What is required :: The answer must be a single number: how many lines of the records below contain "Nodes".

Excerpted records ::
────────────────

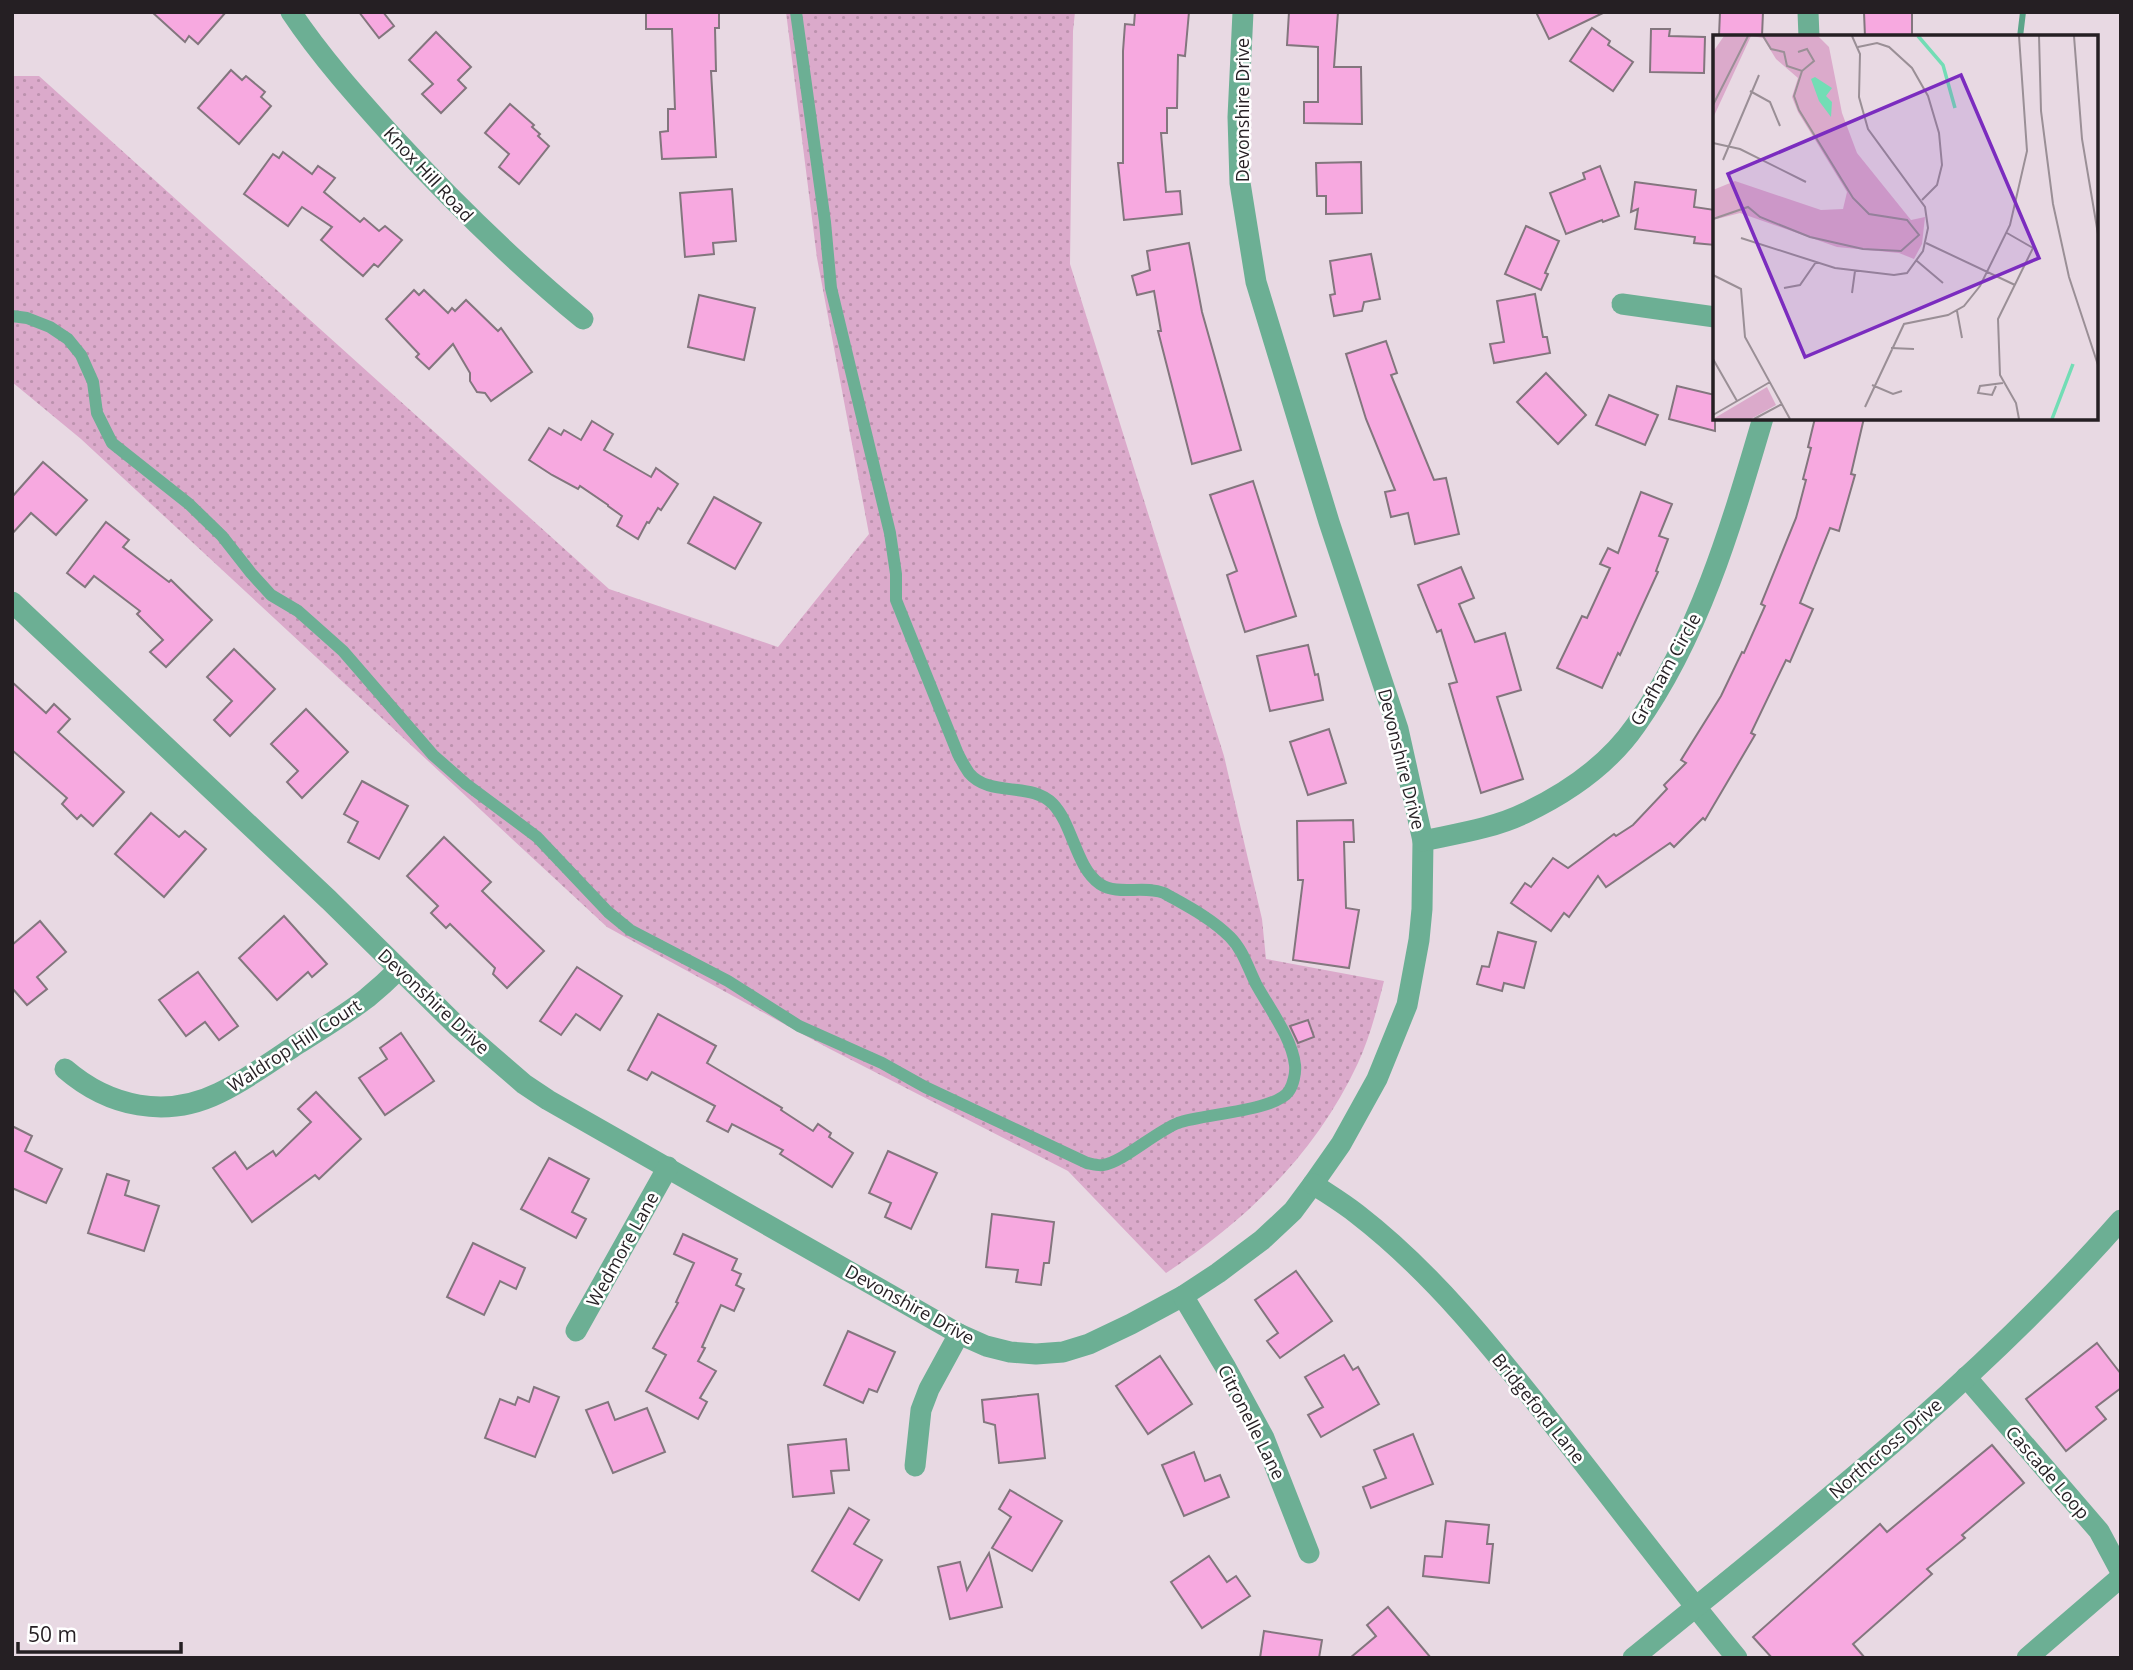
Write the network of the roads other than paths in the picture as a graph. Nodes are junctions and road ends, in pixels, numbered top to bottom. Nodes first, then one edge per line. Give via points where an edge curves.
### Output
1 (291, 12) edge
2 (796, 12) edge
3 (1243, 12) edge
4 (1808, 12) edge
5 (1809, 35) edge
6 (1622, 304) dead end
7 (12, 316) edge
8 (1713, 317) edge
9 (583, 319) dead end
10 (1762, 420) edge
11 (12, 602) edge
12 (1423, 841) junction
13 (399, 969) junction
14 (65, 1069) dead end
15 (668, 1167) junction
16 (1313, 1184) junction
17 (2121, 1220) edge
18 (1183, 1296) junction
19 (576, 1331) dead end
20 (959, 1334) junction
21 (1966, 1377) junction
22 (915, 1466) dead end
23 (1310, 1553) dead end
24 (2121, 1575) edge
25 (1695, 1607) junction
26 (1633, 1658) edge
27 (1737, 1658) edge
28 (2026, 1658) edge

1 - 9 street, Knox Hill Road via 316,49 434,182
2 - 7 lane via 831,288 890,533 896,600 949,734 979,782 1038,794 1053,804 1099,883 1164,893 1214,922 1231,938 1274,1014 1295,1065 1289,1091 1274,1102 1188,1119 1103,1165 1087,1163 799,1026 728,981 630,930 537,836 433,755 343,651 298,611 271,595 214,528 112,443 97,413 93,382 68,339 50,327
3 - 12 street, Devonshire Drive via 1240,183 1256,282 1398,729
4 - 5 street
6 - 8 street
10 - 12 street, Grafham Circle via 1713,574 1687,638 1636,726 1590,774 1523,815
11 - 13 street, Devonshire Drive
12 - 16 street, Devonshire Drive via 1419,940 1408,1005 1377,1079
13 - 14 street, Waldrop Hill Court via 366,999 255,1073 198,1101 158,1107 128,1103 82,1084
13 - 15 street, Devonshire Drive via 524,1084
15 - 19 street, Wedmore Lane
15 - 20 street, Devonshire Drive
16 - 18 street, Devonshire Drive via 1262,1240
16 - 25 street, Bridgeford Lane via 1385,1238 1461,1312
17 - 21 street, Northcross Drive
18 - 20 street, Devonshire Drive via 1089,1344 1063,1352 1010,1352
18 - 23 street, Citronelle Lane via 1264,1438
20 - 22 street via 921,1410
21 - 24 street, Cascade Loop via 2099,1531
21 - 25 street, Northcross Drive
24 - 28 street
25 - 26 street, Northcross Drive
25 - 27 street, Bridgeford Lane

────────────────

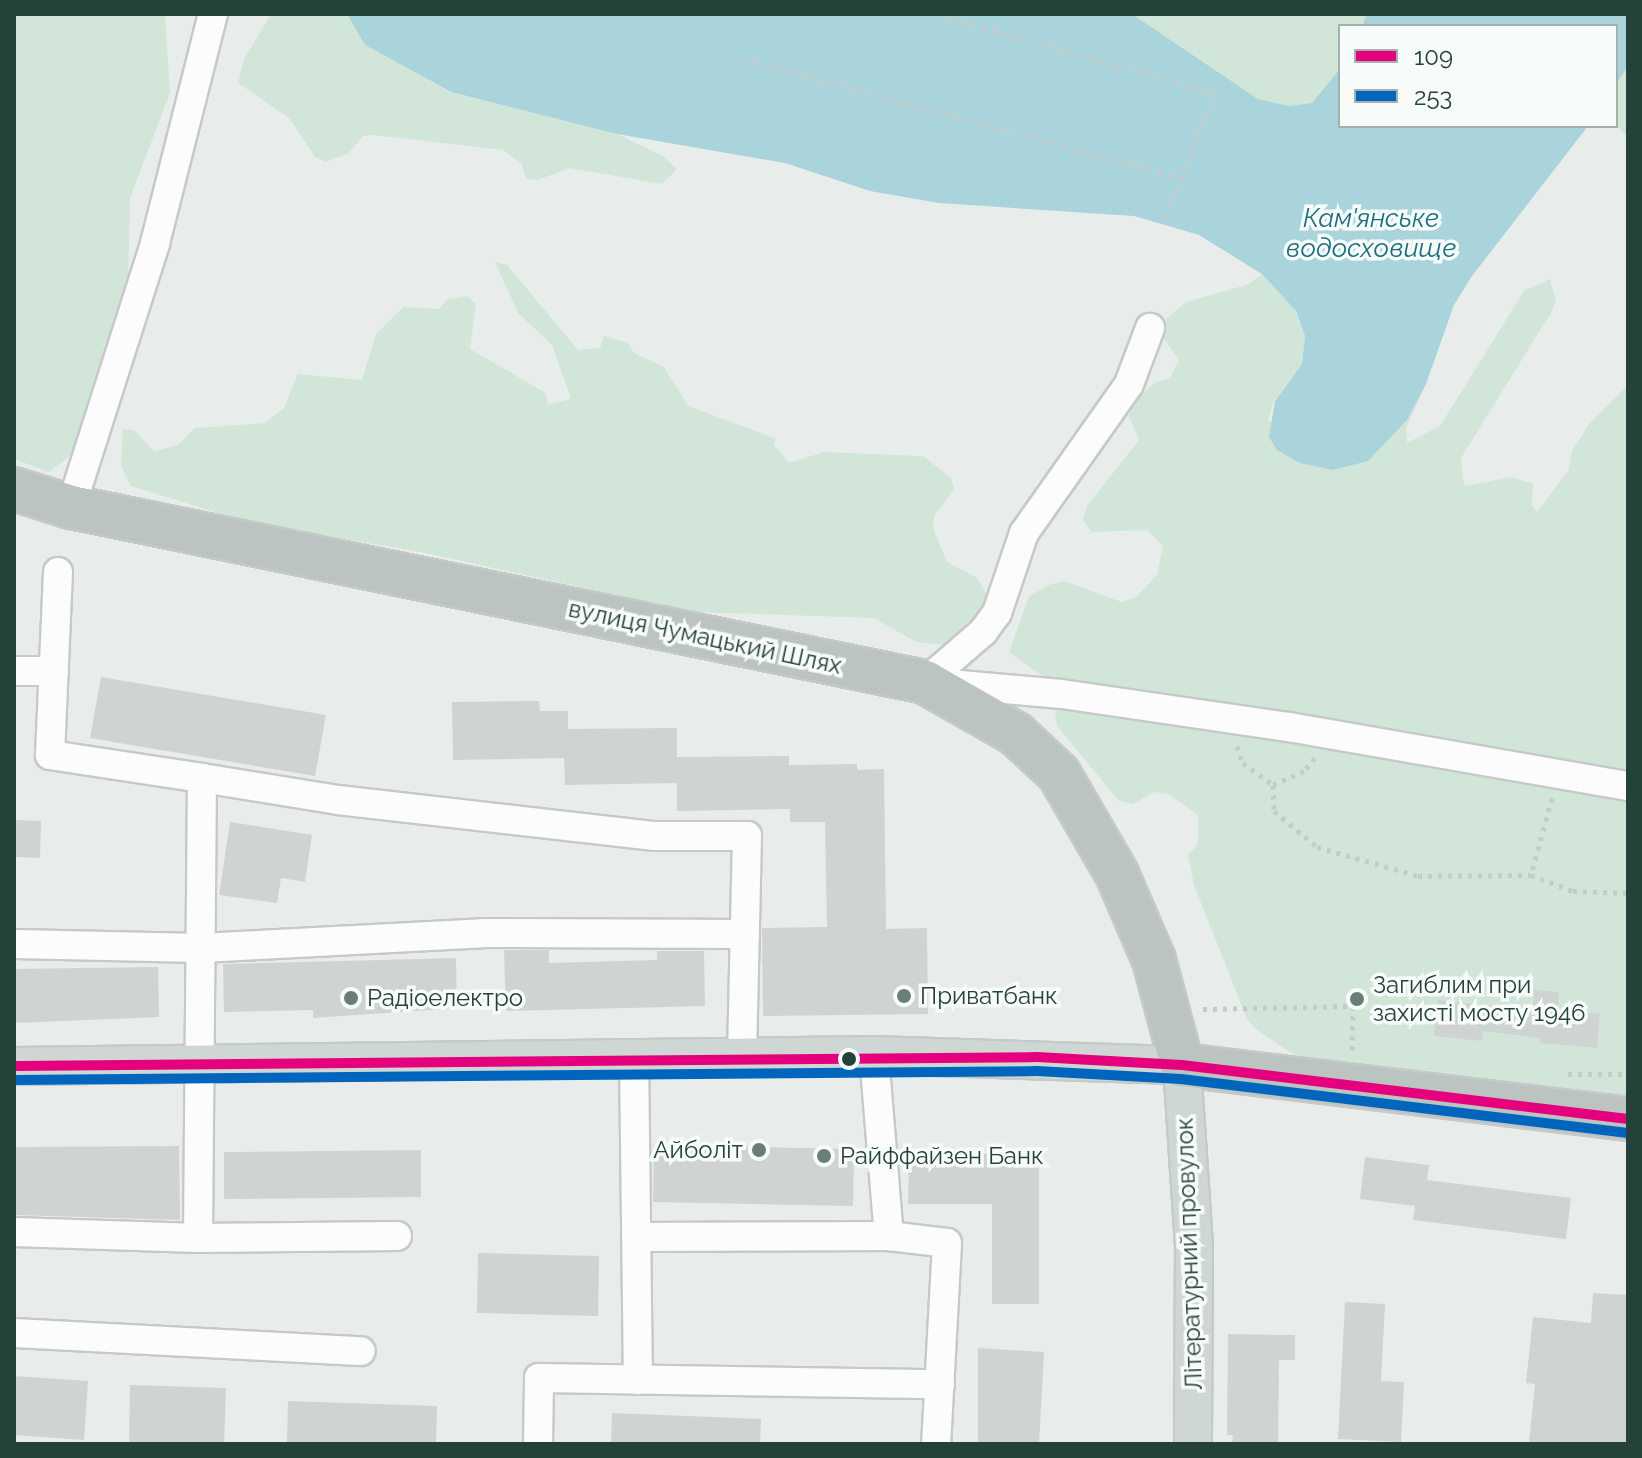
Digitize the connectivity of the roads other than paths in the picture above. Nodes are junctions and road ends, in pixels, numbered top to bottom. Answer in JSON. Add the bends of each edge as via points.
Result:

────────────────

Answer to the exercise :: 2